Not only did parent-reported behavioural problems at age 5 significantly differentiate between the two disordered groups (antisocial and other), they also significantly differentiated between the group with other disorders and the group with no disorders.

The five preschool variables were then analysed to determine the strength of their ability to predict which children would have antisocial disorders at age 11 and which would not. For this analysis, the non-disordered group and the group with other disorders were combined to form a non-antisocial disordered group. The test was whether the five variables could be used to classify each subject correctly into one of the two groups.

Of all the children, 81% were classified correctly using the five preschool variables. Specifically, about 70% of the antisocial disordered cases and 81 % of the non-antisocial cases were classified correctly. These findings indicate that the five-variable combination had a strong predictive ability.

Of the five variables, parent-reported behavioural problems at age 5 (the Rutter checklist) was the single, most useful variable for prediction. On their own, parent-reported behaviour problems correctly classified 80% of the non-antisocial group and 64% of the antisocial group.

The second stage of the study was to see if the five preschool variables that predicted antisocial behaviour at age 11 could also predict delinquency in adolescence, at age 15. Adolescent delinquents were defined as children who were in the top 25% of most serious self-reported delinquency and who had had at least one contact with police by age 15. According to these criteria, 38 children were classified as delinquent.

The groups defined at age 11, namely the non-disordered group (ND), the group with other disorders (OD) and the antisocial-disordered group (AD), differed significantly in the types of delinquency they reported at age 15. In particular, the OD and AD groups reported having engaged in many more, different, illegal, delinquent acts than the ND group.

These two groups were also more likely to have had at least one contact with the police. For example, by age 15, almost 33% of the AD group had had at least one police contact. This compares with 19% of the OD group and 10% of ND subjects.

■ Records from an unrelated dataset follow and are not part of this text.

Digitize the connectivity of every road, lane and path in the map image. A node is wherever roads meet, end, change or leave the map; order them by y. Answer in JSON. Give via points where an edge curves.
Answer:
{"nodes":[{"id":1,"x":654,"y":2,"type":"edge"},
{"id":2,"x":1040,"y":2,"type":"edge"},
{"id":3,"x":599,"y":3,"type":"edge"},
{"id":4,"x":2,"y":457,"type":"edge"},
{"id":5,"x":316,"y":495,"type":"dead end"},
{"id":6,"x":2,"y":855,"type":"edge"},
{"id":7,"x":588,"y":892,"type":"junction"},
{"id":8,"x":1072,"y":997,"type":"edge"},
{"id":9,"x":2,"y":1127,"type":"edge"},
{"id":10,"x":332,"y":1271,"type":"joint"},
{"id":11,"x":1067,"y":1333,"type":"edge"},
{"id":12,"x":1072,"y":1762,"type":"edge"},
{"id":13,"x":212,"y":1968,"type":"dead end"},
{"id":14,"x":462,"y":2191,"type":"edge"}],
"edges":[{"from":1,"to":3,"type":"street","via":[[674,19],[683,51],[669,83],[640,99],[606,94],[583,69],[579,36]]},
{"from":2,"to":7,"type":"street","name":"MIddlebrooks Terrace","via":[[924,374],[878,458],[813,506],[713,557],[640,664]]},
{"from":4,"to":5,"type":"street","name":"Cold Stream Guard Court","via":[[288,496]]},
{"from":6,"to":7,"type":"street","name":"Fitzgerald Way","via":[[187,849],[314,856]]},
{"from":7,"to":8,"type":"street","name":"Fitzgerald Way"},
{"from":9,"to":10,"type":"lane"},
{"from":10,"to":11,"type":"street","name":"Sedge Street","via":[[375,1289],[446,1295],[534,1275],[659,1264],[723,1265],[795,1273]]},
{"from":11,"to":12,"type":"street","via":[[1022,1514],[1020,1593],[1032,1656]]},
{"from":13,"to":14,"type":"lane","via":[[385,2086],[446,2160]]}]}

Antisocial subjects were 3.5 times more likely than subjects from either of the other two groups to have had two or more contacts with the police (14% of AD, 3% of OD and 4% of ND).

These findings suggest that children who display stable and pervasive antisocial behaviour at age 11 are at the greatest risk for recidivistic juvenile delinquency by age 15.

Using the five preschool variables, 65% of subjects were correctly classified as being delinquent or non-delinquent at age 15. More specifically, only 55% of eventual delinquents and 67% of eventual non-delinquents were accurately classified. These figures suggest that the usefulness of preschool variables to predict antisocial outcome in adolescence is somewhat limited. Conclusion Early antisocial behaviour appears to be the best predictor of later antisocial behaviour. For at least some children, antisocial behaviour appears early and remains stable.

Although the five preschool variables were useful in predicting antisocial behaviour at age 11, their usefulness at age 15 was limited.

It is important to note, however, that although early antisocial behaviour as a predictor correctly classified a large proportion of eventual antisocial-disordered children, it also tended to overclassify children into this group. Parent-reported problem behaviours at age 5 were used as a tool to classify which children would end up at age 11 with antisocial disorders and which would not. In all, 209 children were predicted to have antisocial disorders. In fact, a much smaller number actually had such behavioural problems at age 11. Almost 85% of these children did not develop stable and pervasive antisocial behaviour.

Put simply, the 209 subjects included almost two thirds of the true antisocial subjects, but they also included a large number of children who did not end up showing serious and pervasive antisocial behaviour. The usefulness of preschool behavioural predictors in selecting children for early intervention may therefore be limited at this time.